* WHAT IS EXPECTED *
Every record must be copied out exactly.

* GIVEN INFORMATION *
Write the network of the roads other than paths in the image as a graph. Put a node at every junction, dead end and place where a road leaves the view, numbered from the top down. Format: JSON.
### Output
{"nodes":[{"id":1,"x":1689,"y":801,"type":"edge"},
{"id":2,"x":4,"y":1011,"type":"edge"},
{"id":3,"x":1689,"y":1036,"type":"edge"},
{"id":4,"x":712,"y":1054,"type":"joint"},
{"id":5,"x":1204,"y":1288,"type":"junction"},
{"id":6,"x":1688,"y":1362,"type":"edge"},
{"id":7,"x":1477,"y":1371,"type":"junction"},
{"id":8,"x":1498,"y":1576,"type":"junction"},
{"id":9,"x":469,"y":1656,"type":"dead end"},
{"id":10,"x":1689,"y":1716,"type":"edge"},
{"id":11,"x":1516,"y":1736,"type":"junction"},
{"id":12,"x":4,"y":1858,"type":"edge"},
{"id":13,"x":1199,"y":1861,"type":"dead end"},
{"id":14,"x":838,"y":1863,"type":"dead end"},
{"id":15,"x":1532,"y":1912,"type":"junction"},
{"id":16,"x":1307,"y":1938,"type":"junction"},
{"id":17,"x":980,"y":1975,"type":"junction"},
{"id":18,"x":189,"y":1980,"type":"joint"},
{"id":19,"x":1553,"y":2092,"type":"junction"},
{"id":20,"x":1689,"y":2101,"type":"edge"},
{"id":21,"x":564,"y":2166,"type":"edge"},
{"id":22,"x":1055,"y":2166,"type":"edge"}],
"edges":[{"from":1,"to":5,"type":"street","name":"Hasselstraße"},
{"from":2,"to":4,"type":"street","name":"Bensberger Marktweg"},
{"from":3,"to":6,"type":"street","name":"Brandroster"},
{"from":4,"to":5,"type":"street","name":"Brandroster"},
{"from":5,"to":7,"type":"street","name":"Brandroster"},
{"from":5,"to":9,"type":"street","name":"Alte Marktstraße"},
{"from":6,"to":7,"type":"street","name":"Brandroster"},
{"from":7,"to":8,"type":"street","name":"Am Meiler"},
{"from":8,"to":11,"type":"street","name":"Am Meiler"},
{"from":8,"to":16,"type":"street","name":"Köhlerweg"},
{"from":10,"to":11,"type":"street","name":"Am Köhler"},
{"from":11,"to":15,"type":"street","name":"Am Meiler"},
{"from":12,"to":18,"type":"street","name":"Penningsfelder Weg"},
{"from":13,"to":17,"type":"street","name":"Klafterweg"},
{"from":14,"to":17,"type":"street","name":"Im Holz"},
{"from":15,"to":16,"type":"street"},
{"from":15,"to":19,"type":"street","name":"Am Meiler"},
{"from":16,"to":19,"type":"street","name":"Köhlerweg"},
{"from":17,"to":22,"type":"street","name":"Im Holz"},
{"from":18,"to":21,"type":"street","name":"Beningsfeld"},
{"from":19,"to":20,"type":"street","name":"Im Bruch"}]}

* THE ANSWER *
Write the network of the roads other than paths in the image as a graph. Put a node at every junction, dead end and place where a road leaves the view, numbered from the top down. Format: JSON.
### Output
{"nodes":[{"id":1,"x":1689,"y":801,"type":"edge"},
{"id":2,"x":4,"y":1011,"type":"edge"},
{"id":3,"x":1689,"y":1036,"type":"edge"},
{"id":4,"x":712,"y":1054,"type":"joint"},
{"id":5,"x":1204,"y":1288,"type":"junction"},
{"id":6,"x":1688,"y":1362,"type":"edge"},
{"id":7,"x":1477,"y":1371,"type":"junction"},
{"id":8,"x":1498,"y":1576,"type":"junction"},
{"id":9,"x":469,"y":1656,"type":"dead end"},
{"id":10,"x":1689,"y":1716,"type":"edge"},
{"id":11,"x":1516,"y":1736,"type":"junction"},
{"id":12,"x":4,"y":1858,"type":"edge"},
{"id":13,"x":1199,"y":1861,"type":"dead end"},
{"id":14,"x":838,"y":1863,"type":"dead end"},
{"id":15,"x":1532,"y":1912,"type":"junction"},
{"id":16,"x":1307,"y":1938,"type":"junction"},
{"id":17,"x":980,"y":1975,"type":"junction"},
{"id":18,"x":189,"y":1980,"type":"joint"},
{"id":19,"x":1553,"y":2092,"type":"junction"},
{"id":20,"x":1689,"y":2101,"type":"edge"},
{"id":21,"x":564,"y":2166,"type":"edge"},
{"id":22,"x":1055,"y":2166,"type":"edge"}],
"edges":[{"from":1,"to":5,"type":"street","name":"Hasselstraße"},
{"from":2,"to":4,"type":"street","name":"Bensberger Marktweg"},
{"from":3,"to":6,"type":"street","name":"Brandroster"},
{"from":4,"to":5,"type":"street","name":"Brandroster"},
{"from":5,"to":7,"type":"street","name":"Brandroster"},
{"from":5,"to":9,"type":"street","name":"Alte Marktstraße"},
{"from":6,"to":7,"type":"street","name":"Brandroster"},
{"from":7,"to":8,"type":"street","name":"Am Meiler"},
{"from":8,"to":11,"type":"street","name":"Am Meiler"},
{"from":8,"to":16,"type":"street","name":"Köhlerweg"},
{"from":10,"to":11,"type":"street","name":"Am Köhler"},
{"from":11,"to":15,"type":"street","name":"Am Meiler"},
{"from":12,"to":18,"type":"street","name":"Penningsfelder Weg"},
{"from":13,"to":17,"type":"street","name":"Klafterweg"},
{"from":14,"to":17,"type":"street","name":"Im Holz"},
{"from":15,"to":16,"type":"street"},
{"from":15,"to":19,"type":"street","name":"Am Meiler"},
{"from":16,"to":19,"type":"street","name":"Köhlerweg"},
{"from":17,"to":22,"type":"street","name":"Im Holz"},
{"from":18,"to":21,"type":"street","name":"Beningsfeld"},
{"from":19,"to":20,"type":"street","name":"Im Bruch"}]}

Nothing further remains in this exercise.